Well I deem that this is the destiny of any "journal". I do not recall any grief on the faces of journalists, typographers, reporters, photographers, chief and assistant editors that work the whole day and night to issue a newspaper whose pages the very day after will probably be used to wrap fish or greengroceries at the local outdoor market. The only difference is that thank to technology, we can try to create, arrange and manage better and more usable databases, allowing our readers to search easily some subjects that might be of their interest instead of going to the local library and search through microfilmed copies...

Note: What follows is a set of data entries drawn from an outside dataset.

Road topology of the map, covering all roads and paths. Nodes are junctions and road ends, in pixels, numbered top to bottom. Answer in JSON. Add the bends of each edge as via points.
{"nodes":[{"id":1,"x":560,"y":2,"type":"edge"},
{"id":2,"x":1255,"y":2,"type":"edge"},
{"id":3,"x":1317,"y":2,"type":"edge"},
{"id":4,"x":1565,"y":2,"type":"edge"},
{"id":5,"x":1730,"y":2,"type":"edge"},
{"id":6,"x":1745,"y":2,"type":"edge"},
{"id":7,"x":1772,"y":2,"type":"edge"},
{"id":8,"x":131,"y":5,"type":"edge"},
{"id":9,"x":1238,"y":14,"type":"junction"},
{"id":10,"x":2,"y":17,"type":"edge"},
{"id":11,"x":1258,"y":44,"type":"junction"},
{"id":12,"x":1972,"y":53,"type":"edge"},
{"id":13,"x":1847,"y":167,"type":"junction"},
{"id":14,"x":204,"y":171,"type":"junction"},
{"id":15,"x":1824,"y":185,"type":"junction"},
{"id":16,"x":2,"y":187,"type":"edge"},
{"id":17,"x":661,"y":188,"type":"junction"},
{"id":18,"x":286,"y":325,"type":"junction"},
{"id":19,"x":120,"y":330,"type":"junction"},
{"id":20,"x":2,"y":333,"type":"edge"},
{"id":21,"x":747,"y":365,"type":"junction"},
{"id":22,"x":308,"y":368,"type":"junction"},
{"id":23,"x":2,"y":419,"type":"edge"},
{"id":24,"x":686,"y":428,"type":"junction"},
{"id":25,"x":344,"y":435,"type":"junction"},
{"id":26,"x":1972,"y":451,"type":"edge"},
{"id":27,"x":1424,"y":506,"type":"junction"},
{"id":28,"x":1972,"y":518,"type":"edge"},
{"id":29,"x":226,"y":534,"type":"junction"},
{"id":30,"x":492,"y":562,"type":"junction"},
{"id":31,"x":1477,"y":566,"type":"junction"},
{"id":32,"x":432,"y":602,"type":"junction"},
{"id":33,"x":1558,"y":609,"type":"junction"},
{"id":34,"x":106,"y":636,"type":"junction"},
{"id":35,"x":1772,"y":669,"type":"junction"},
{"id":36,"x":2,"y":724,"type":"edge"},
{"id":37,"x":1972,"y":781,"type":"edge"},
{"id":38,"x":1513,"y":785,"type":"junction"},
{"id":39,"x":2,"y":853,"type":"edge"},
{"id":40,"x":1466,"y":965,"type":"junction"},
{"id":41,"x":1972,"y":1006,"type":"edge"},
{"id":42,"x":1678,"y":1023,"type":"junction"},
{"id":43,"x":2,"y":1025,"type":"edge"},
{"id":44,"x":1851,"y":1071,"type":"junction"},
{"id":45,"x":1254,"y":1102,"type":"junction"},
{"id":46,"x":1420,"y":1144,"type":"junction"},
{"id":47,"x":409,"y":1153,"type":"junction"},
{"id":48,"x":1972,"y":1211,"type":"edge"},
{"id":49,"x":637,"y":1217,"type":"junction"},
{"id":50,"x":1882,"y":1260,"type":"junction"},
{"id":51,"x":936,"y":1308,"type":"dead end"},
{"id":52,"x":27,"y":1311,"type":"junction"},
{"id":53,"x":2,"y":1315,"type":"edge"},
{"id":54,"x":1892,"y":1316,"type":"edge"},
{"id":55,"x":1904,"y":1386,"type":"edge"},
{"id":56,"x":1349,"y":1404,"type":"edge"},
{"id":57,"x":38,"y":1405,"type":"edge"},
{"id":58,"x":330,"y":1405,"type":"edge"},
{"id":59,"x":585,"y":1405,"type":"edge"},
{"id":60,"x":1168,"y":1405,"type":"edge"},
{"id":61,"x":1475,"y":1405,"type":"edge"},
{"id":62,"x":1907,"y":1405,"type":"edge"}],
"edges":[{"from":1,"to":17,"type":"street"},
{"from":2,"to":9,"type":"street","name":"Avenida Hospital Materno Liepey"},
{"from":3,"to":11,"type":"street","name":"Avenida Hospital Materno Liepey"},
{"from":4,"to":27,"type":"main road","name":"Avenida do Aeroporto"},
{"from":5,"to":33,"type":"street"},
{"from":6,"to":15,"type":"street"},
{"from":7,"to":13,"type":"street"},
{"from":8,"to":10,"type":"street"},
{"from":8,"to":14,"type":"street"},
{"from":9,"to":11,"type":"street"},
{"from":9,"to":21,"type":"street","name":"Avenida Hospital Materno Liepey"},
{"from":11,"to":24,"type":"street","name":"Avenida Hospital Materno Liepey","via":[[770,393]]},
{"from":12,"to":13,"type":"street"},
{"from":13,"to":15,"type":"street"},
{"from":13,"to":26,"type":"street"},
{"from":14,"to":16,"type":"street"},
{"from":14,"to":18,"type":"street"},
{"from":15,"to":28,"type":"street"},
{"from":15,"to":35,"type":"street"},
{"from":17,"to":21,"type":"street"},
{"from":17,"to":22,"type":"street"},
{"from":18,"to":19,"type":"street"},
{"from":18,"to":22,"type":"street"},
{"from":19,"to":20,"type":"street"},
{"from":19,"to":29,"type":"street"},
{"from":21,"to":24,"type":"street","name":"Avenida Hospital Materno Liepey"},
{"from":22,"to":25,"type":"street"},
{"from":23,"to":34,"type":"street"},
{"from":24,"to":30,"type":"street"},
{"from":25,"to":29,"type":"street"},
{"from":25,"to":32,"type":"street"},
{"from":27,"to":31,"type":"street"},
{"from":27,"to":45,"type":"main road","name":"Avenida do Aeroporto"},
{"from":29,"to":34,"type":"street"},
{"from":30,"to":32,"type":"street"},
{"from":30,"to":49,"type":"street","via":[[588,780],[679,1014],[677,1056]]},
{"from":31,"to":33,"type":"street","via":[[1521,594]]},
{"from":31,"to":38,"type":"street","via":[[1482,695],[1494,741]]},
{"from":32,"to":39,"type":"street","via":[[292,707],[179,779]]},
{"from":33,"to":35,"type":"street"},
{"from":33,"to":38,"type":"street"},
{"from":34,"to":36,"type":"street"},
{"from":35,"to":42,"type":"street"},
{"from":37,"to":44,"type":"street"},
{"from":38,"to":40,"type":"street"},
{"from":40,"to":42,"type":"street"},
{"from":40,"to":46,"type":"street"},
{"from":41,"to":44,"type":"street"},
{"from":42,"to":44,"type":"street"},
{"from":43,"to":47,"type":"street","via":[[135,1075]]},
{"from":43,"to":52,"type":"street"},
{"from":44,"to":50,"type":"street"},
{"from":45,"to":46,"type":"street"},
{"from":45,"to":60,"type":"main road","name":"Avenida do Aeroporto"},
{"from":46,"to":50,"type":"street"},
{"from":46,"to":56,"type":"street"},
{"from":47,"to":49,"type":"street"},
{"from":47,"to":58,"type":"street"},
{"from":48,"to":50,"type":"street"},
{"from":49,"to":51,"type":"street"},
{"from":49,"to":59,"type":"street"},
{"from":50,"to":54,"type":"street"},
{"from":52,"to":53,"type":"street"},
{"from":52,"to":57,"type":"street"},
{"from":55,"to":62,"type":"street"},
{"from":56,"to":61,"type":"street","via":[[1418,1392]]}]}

In conclusion even though I presume that Guy Kawasaki's eclectic personality would be able to perform and obtain great results in any other adventure, based on my previous considerations I would not terminate blogging, at least if those are the reasons for quitting. From the moral point of view I wish also to add that not everything ought to be done for the sake of money: very many people write - I daresay, probably the majority of the true bloggers do - just for the sake of sharing, some others instead are quite disillusioned with respect to the blogsphere. The greatest revenue may be for some people the personal satisfaction of seen published their articles, for others could be to receive comments and be able to respond, for others is just the graphical/technical embellishment of the blog with (alas!) less attention to content... All these can be considered rewards, because this is the spirit of blogging: it must be rewarding (in the sense I have here mentioned) and not financially worthwhile. Besides if revenues is the aim, well I am certain that there are dozens of more remunerative activities in the IT and Internet field.